People are increasingly impatient with the inability of health services to deliver levels of national coverage that meet stated demands and changing needs, and with their failure to provide services in ways that correspond to their expectations. Few would disagree that health systems need to respond better – and faster – to the challenges of a changing world. Pre-Primary Care can do that. It can maximise equity and solidarity, give everyone the right to an attainable high-level of baseline health assessment, information, care and be responsive to people’s needs.

The WHO believes that it is clear that left to their own devices health systems do not gravitate naturally towards goals of health for all through primary healthcare as articulated in the Declaration of Alma-Ata. Health systems are developing in directions that contribute little to equity and social justice and fail to get the best health outcomes for their money.

Table 3: Common shortcomings of health systems and how they are helped by Pre-Primary Care

Putting People First

There is substantial evidence on the comparative advantages, in terms of effectiveness and efficiency, of people-centred care. Its characteristic features are: personalisation, comprehensiveness, integration, continuity and the participation of patients, families and communities.

Your.MD can provide all these characteristics and in collaboration with potential partners like the NHS and the British Medical Journal it can add authority and credibility. The evidence from numerous studies is that people are more willing and able to care for themselves if they are confident, reassured and certain of support. Studies from around the world demonstrate that close to 75% of all primary care consultations are appropriate for self-care and resulted in the health professionals providing little more than reassurance, information or over the counter drugs.
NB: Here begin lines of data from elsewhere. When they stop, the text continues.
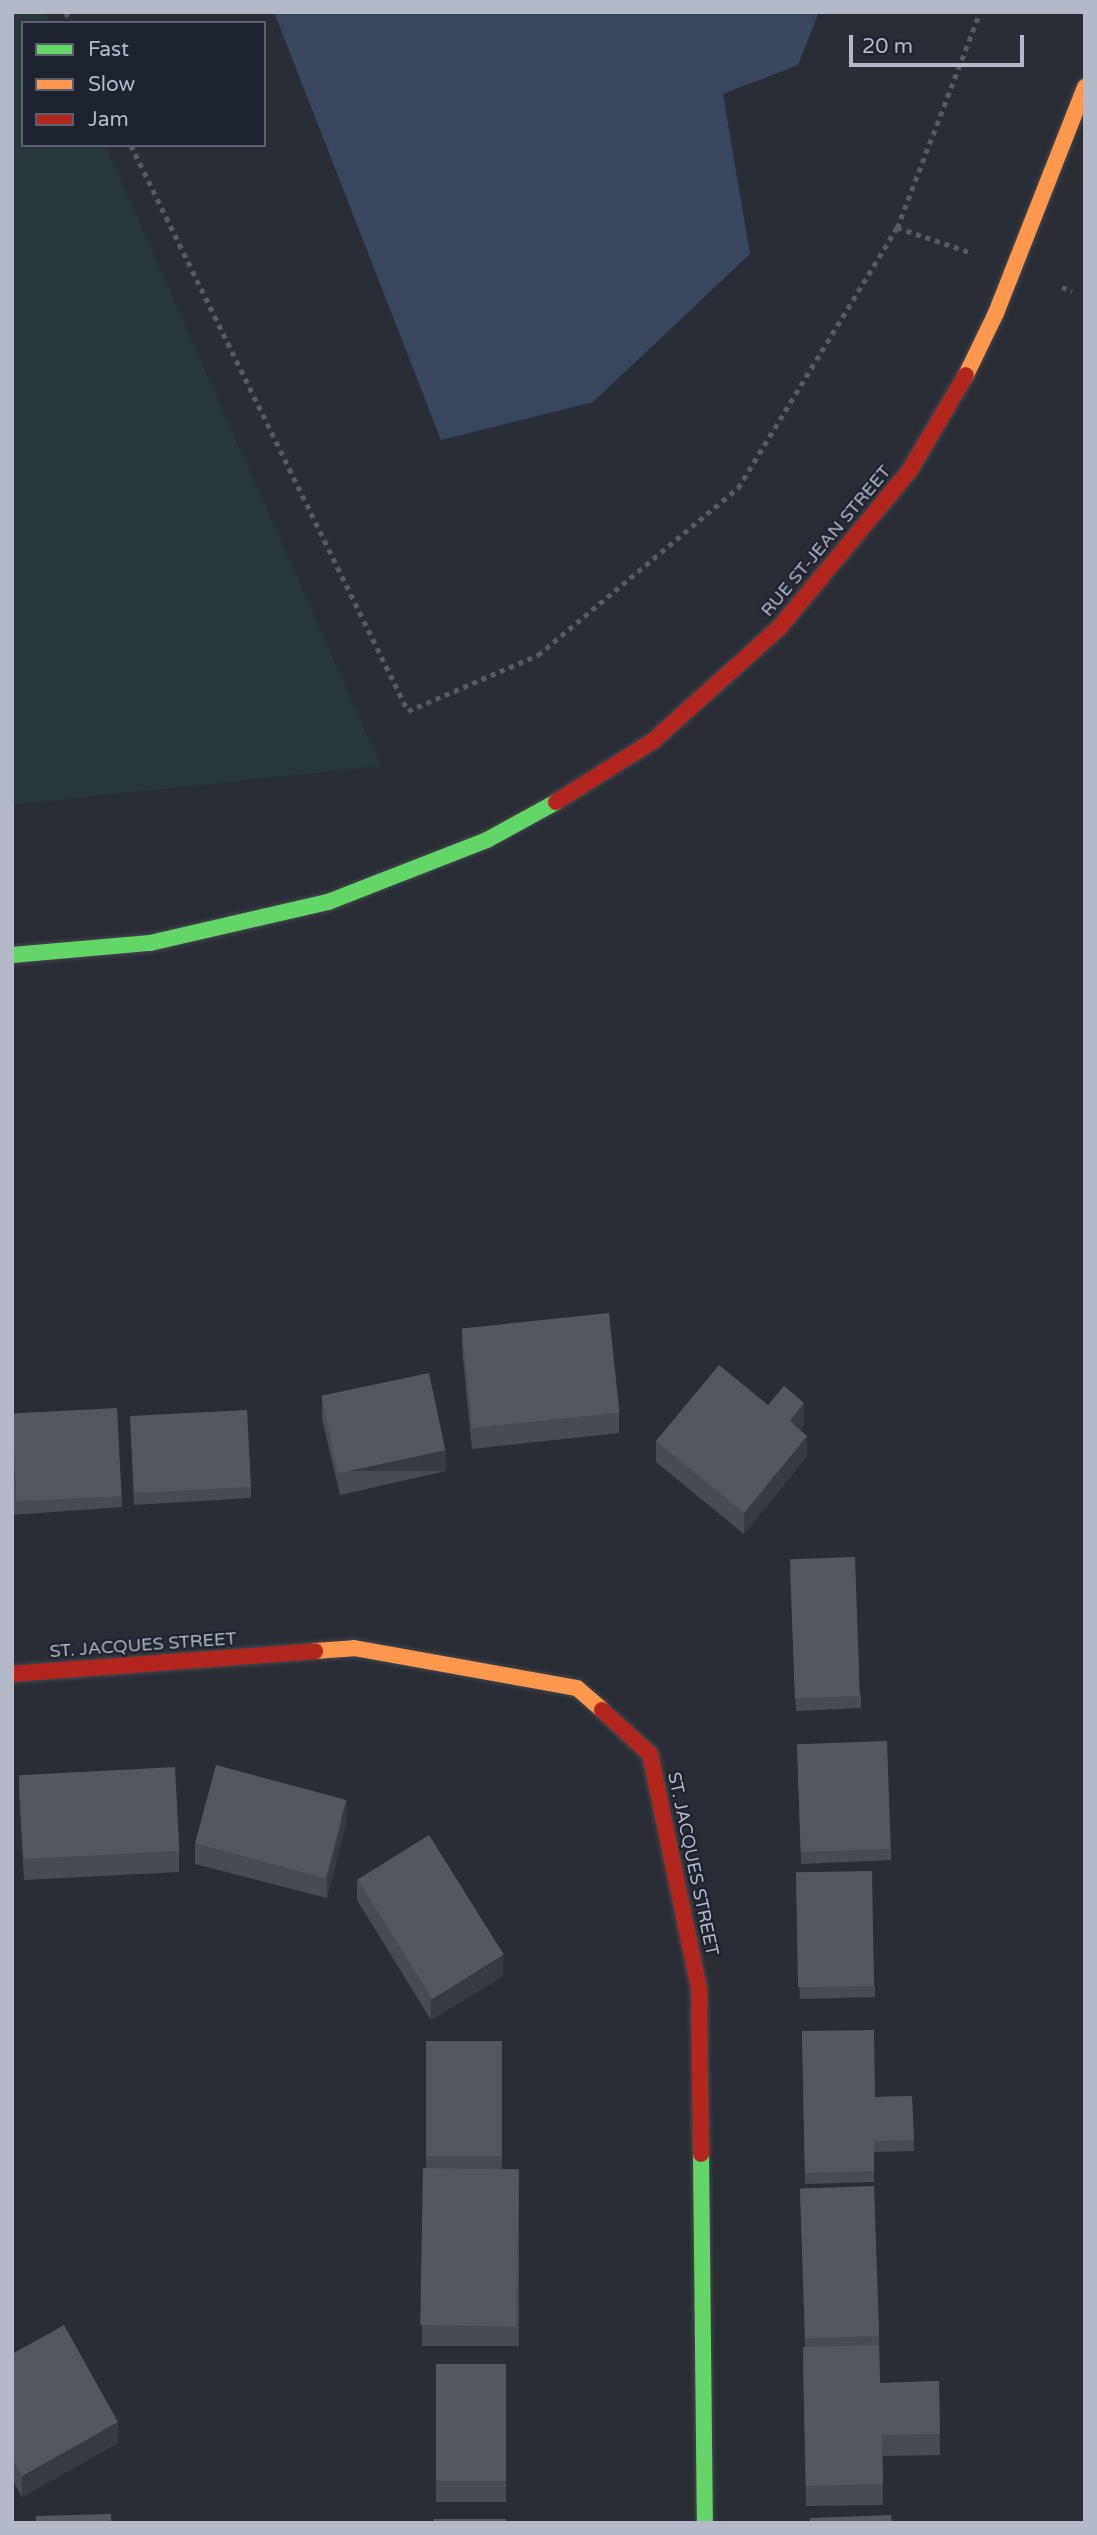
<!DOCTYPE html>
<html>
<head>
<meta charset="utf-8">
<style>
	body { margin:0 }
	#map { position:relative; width:1097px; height:2535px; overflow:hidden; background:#292d35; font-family:"Varela Round",sans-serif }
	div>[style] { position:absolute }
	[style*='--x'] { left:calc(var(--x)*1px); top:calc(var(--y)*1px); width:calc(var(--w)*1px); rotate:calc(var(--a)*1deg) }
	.green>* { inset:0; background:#27373b }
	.water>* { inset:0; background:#38465e }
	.path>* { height:4.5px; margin-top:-2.25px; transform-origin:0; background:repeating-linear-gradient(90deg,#575b60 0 5px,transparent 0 10px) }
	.roads { filter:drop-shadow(0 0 2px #44484e) drop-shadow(0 0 2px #44484e) }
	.fast>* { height:16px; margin:-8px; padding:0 8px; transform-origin:8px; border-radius:8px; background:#63d668 }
	.slow>* { height:16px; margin:-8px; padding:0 8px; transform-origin:8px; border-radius:8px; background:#ff974d }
	.jam>* { height:16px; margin:-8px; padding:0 8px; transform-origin:8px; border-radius:8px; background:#b3261e }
	.wall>* { inset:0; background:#484b53; transform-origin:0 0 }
	.shaded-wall>* { inset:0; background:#373a42; transform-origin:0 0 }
	.building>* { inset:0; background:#54575f; transform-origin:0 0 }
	span { translate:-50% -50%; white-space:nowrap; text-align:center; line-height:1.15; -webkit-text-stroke:5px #1d232f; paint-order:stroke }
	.street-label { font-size:18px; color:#b3b9c6 }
	.frame { position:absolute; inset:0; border:14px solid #b3b9c6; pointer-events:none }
	.legend { position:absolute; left:21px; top:21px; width:245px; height:126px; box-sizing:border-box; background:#1d232f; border:2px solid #595f6b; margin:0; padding:9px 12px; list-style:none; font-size:21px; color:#b3b9c6 }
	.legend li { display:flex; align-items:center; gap:14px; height:35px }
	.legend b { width:35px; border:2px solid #595f6b }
	.scale { position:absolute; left:849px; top:35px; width:175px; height:32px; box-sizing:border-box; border:4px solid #b3b9c6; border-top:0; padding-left:9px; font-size:21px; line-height:24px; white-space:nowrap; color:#b3b9c6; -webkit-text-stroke:5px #1d232f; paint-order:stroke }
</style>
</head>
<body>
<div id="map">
	<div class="green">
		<i style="clip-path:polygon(12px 12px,45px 12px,50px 23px,23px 23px,23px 145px,105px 145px,381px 766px,12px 805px)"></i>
	</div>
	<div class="water">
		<i style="clip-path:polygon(274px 12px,819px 12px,798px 65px,723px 94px,750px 254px,593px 402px,441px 440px)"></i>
	</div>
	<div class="path">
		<i style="--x:66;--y:12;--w:12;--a:66"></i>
		<i style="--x:131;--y:145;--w:630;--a:63.92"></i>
		<i style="--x:408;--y:711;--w:142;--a:-23.3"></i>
		<i style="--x:538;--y:655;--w:261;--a:-39.9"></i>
		<i style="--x:738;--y:488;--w:305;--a:-58.6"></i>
		<i style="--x:968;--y:252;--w:75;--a:-161.3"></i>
		<i style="--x:897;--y:228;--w:231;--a:-69"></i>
		<i style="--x:1062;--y:287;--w:11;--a:22"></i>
	</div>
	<div class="roads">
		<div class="fast">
			<i style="--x:12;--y:955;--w:139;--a:-5"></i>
			<i style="--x:150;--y:943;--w:183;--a:-13"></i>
			<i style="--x:328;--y:902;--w:171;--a:-21.3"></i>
			<i style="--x:487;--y:840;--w:79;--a:-28.8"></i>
			<i style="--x:701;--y:2154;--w:369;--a:89.4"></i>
		</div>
		<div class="slow">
			<i style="--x:966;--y:375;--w:69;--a:-64.2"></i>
			<i style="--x:996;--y:313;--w:243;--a:-68.5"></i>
			<i style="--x:315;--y:1651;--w:39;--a:-4"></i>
			<i style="--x:354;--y:1648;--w:227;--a:10.2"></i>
			<i style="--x:577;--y:1688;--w:33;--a:41"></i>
		</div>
		<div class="jam">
			<i style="--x:556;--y:802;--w:115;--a:-32.2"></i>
			<i style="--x:653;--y:741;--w:169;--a:-41.9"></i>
			<i style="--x:779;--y:628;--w:205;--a:-50.3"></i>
			<i style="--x:910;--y:470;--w:110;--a:-59.5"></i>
			<i style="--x:12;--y:1674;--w:304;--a:-4.3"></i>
			<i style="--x:602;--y:1710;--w:65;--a:42.5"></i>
			<i style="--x:650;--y:1754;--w:239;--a:78.2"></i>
			<i style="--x:699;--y:1988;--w:166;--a:89.3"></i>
		</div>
	</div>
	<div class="wall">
		<i style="clip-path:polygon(462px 1328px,619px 1413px,619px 1433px,472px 1449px,462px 1349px)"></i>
		<i style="clip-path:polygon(322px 1398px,446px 1471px,340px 1495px,322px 1419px)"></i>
		<i style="clip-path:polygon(768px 1405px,804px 1424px,800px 1430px,807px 1456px,744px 1534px,656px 1462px,656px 1441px)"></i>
		<i style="clip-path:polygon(12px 1414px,122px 1496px,122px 1507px,12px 1515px)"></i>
		<i style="clip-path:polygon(130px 1417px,251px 1487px,251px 1498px,134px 1505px)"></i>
		<i style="clip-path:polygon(790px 1571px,861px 1696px,861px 1708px,796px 1711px)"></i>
		<i style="clip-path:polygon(797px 1744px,891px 1849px,891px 1860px,801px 1864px)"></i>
		<i style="clip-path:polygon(19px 1775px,179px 1851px,179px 1872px,24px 1880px,19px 1796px)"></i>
		<i style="clip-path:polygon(347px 1820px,327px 1898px,195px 1864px,195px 1843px)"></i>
		<i style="clip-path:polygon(12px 1823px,14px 1858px,14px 1879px,12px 1879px)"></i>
		<i style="clip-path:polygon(357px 1879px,503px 1976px,431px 2020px,357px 1900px)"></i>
		<i style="clip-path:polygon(796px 1885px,875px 1986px,875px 1997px,800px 1999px)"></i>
		<i style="clip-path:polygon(802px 2031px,875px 2097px,912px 2096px,914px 2151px,874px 2152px,874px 2182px,805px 2184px)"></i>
		<i style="clip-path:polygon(426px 2041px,502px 2041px,502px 2169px,519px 2169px,519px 2346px,422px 2346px,423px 2168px,426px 2168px)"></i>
		<i style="clip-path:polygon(800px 2190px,879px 2336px,880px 2383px,939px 2381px,940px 2455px,882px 2456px,883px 2505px,806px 2506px,803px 2368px,805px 2347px)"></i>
		<i style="clip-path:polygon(12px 2354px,118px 2443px,22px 2497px,12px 2479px)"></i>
		<i style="left:436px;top:2364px;width:70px;height:138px"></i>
	</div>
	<div class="shaded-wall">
		<i style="clip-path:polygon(804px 1403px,804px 1424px,790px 1442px,790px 1421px)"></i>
		<i style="clip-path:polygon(807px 1436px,807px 1456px,744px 1534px,744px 1513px)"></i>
		<i style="left:446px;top:1450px;width:21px;height:109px;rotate:90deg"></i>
		<i style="clip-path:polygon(347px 1799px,347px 1820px,327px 1898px,327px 1878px)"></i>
		<i style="clip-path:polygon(503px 1955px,503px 1976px,431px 2020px,431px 1999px)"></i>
		<i style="clip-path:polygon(118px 2422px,118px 2443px,22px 2497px,22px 2476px)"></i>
	</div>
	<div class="building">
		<i style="left:609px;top:1313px;width:100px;height:148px;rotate:84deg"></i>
		<i style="clip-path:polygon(719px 1365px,768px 1405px,784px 1386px,804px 1403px,790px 1421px,807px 1436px,744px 1513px,656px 1441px)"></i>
		<i style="left:429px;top:1373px;width:79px;height:110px;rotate:78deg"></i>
		<i style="left:117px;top:1408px;width:88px;height:105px;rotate:87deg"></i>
		<i style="left:247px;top:1410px;width:77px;height:117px;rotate:87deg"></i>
		<i style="left:855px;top:1557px;width:139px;height:65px;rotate:88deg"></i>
		<i style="left:887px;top:1741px;width:108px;height:90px;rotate:88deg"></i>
		<i style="left:216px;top:1765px;width:135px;height:81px;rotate:15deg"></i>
		<i style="left:175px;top:1767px;width:84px;height:156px;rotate:87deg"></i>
		<i style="clip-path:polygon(12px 1823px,14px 1858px,12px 1858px)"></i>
		<i style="left:429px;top:1835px;width:141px;height:84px;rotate:58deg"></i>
		<i style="left:872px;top:1871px;width:115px;height:76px;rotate:89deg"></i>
		<i style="clip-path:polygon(874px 2030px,875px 2097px,912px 2096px,914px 2140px,874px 2141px,874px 2171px,805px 2173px,802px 2031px)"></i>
		<i style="left:426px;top:2041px;width:76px;height:115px"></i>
		<i style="left:423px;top:2168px;width:96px;height:157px;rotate:1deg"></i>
		<i style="left:874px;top:2186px;width:150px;height:74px;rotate:88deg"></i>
		<i style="clip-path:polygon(64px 2325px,118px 2422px,22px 2476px,12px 2459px,12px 2354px)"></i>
		<i style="clip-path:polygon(879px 2345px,880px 2383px,939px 2381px,940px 2434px,882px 2435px,883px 2484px,806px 2486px,803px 2347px)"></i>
		<i style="left:436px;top:2364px;width:70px;height:117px"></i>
		<i style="clip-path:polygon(111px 2514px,111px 2523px,36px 2523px,36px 2516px)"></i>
		<i style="clip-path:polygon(891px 2515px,892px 2523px,810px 2523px,810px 2518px)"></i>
		<i style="left:434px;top:2519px;width:72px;height:4px"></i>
	</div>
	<div class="street-label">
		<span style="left:826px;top:541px;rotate:-50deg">RUE ST-JEAN STREET</span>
		<span style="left:143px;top:1645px;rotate:-4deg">ST. JACQUES STREET</span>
		<span style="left:693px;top:1864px;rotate:78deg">ST. JACQUES STREET</span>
	</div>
	<div class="frame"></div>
	<ul class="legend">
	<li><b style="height:9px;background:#63d668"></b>Fast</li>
	<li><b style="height:9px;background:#ff974d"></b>Slow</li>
	<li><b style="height:9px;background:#b3261e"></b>Jam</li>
	</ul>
	<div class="scale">20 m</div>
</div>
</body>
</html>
Data from WHO’s World Health Surveys, covering 18 low-income countries, show low coverage of the treatment of asthma, arthritis, angina, diabetes and depression, and of the screening for cervical and breast cancer: less than 15% in the lowest income quintile and less than 25% in the highest. Your.MD could significantly enhance people’s understanding of the probability and risk of all these conditions with its personalised and confidential approach.